[Saved entries]
-*-*-
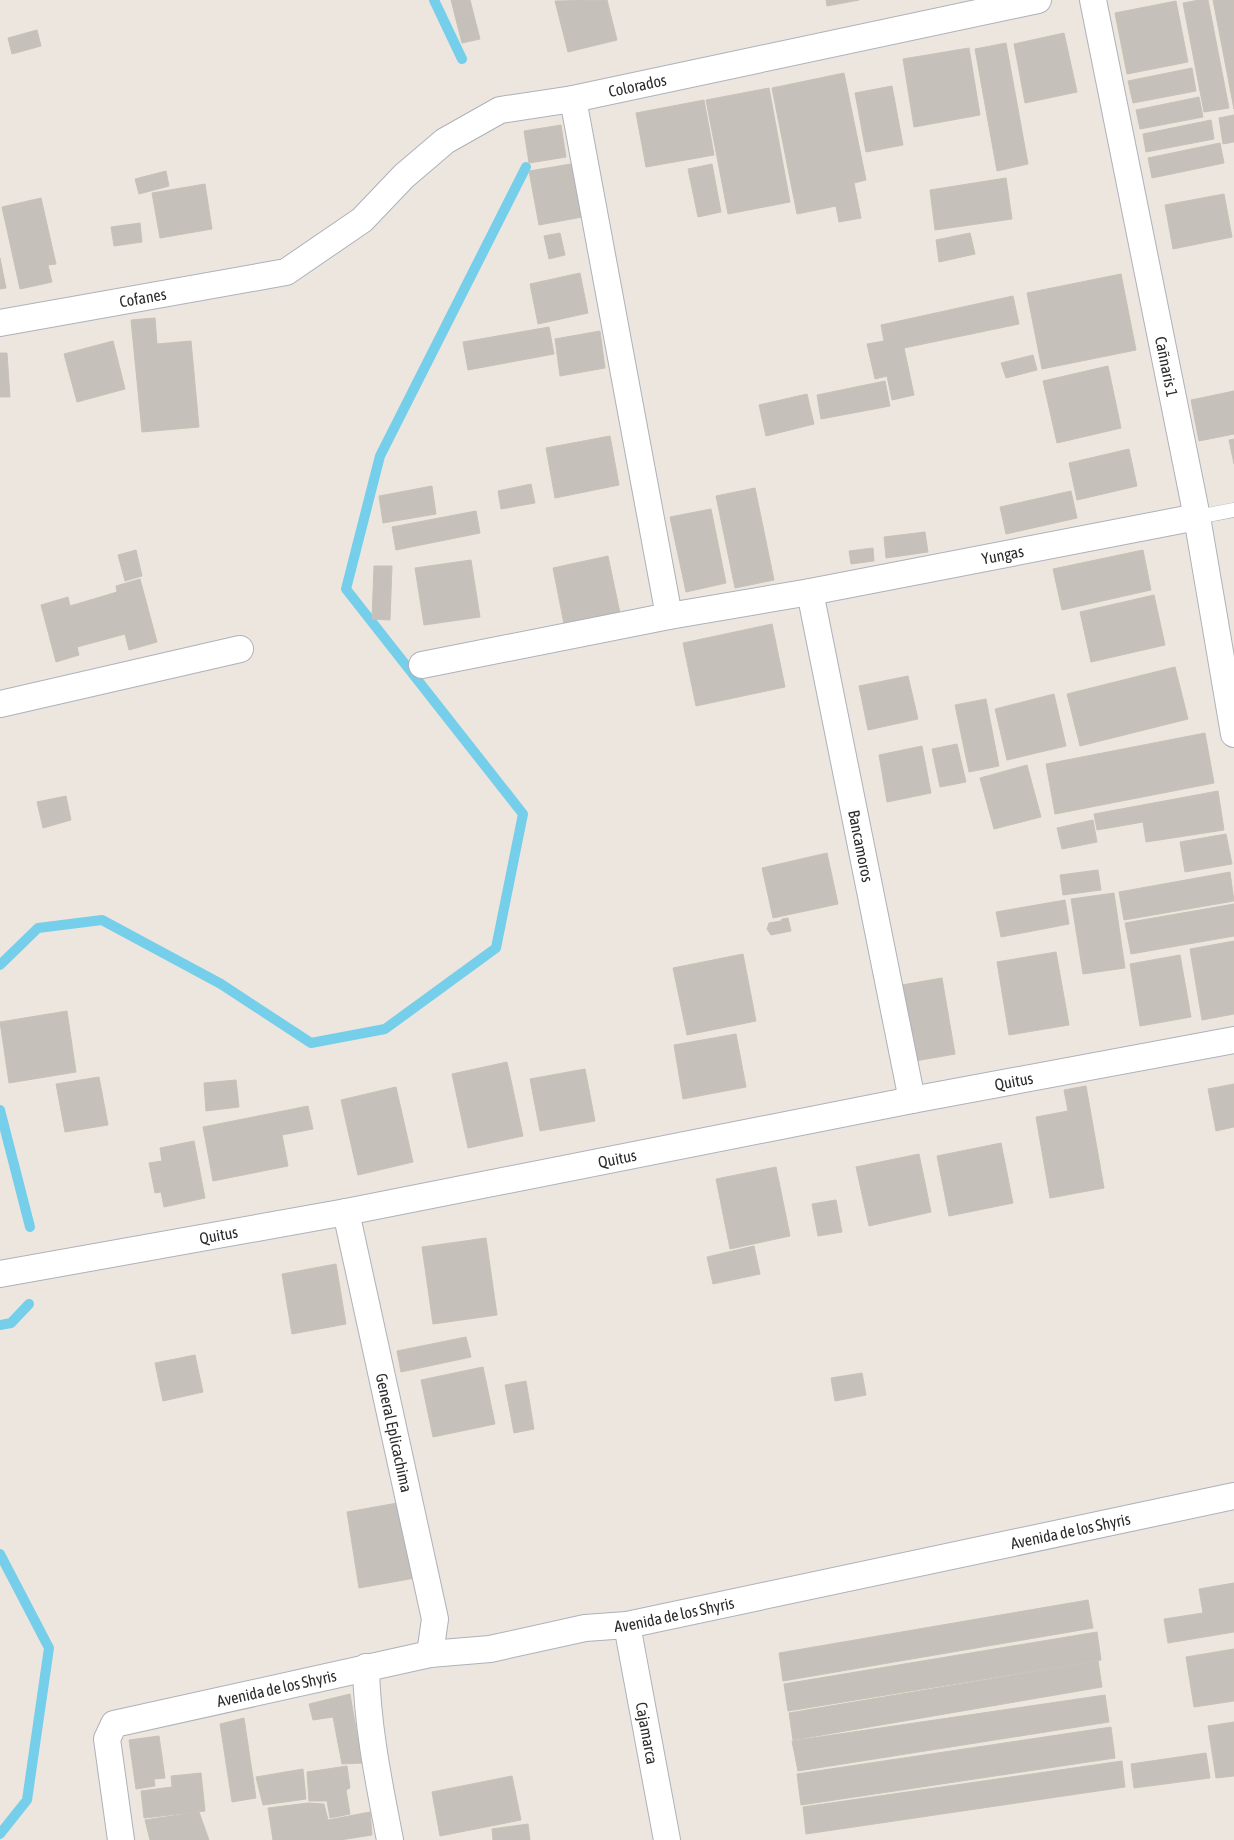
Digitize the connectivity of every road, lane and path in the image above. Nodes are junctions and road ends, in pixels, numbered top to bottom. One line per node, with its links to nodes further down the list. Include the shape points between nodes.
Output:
1 (1038, 0): 3 (street, Colorados)
2 (1093, 0): 7 (street, Cañnaris 1)
3 (573, 99): 4 (street, Colorados, via 500,110 445,141 404,176 362,220); 9 (street)
4 (286, 272): 5 (street, Cofanes)
5 (0, 323)
6 (1234, 510): 7 (lane)
7 (1197, 517): 8 (street, Yungas); 13 (street, Cañnaris 1)
8 (810, 592): 9 (street, Yungas); 15 (street, Bancamoros)
9 (668, 616): 11 (street, Yungas)
10 (240, 649): 12 (street)
11 (422, 665)
12 (0, 704)
13 (1234, 734)
14 (1234, 1040): 15 (street, Quitus)
15 (912, 1100): 16 (street, Quitus)
16 (346, 1212): 17 (street, Quitus); 20 (street, General Eplicachima, via 435,1619)
17 (0, 1274)
18 (1234, 1496): 19 (street, Avenida de los Shyris)
19 (628, 1625): 20 (street, Avenida de los Shyris, via 585,1628 490,1648); 24 (street, Cajamarca)
20 (430, 1654): 21 (street, Avenida de los Shyris)
21 (366, 1667): 22 (street, Avenida de los Shyris, via 114,1724 107,1739); 23 (street, via 373,1753)
22 (121, 1840)
23 (390, 1840)
24 (667, 1840)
-*-*-
» EXERCISE INSTRUCTIONS
Exclude the pictures. Write out the remaining data exactly.

» PROBLEM SOLUTION
Digitize the connectivity of every road, lane and path in the image above. Nodes are junctions and road ends, in pixels, numbered top to bottom. One line per node, with its links to nodes further down the list. Include the shape points between nodes.
Output:
1 (1038, 0): 3 (street, Colorados)
2 (1093, 0): 7 (street, Cañnaris 1)
3 (573, 99): 4 (street, Colorados, via 500,110 445,141 404,176 362,220); 9 (street)
4 (286, 272): 5 (street, Cofanes)
5 (0, 323)
6 (1234, 510): 7 (lane)
7 (1197, 517): 8 (street, Yungas); 13 (street, Cañnaris 1)
8 (810, 592): 9 (street, Yungas); 15 (street, Bancamoros)
9 (668, 616): 11 (street, Yungas)
10 (240, 649): 12 (street)
11 (422, 665)
12 (0, 704)
13 (1234, 734)
14 (1234, 1040): 15 (street, Quitus)
15 (912, 1100): 16 (street, Quitus)
16 (346, 1212): 17 (street, Quitus); 20 (street, General Eplicachima, via 435,1619)
17 (0, 1274)
18 (1234, 1496): 19 (street, Avenida de los Shyris)
19 (628, 1625): 20 (street, Avenida de los Shyris, via 585,1628 490,1648); 24 (street, Cajamarca)
20 (430, 1654): 21 (street, Avenida de los Shyris)
21 (366, 1667): 22 (street, Avenida de los Shyris, via 114,1724 107,1739); 23 (street, via 373,1753)
22 (121, 1840)
23 (390, 1840)
24 (667, 1840)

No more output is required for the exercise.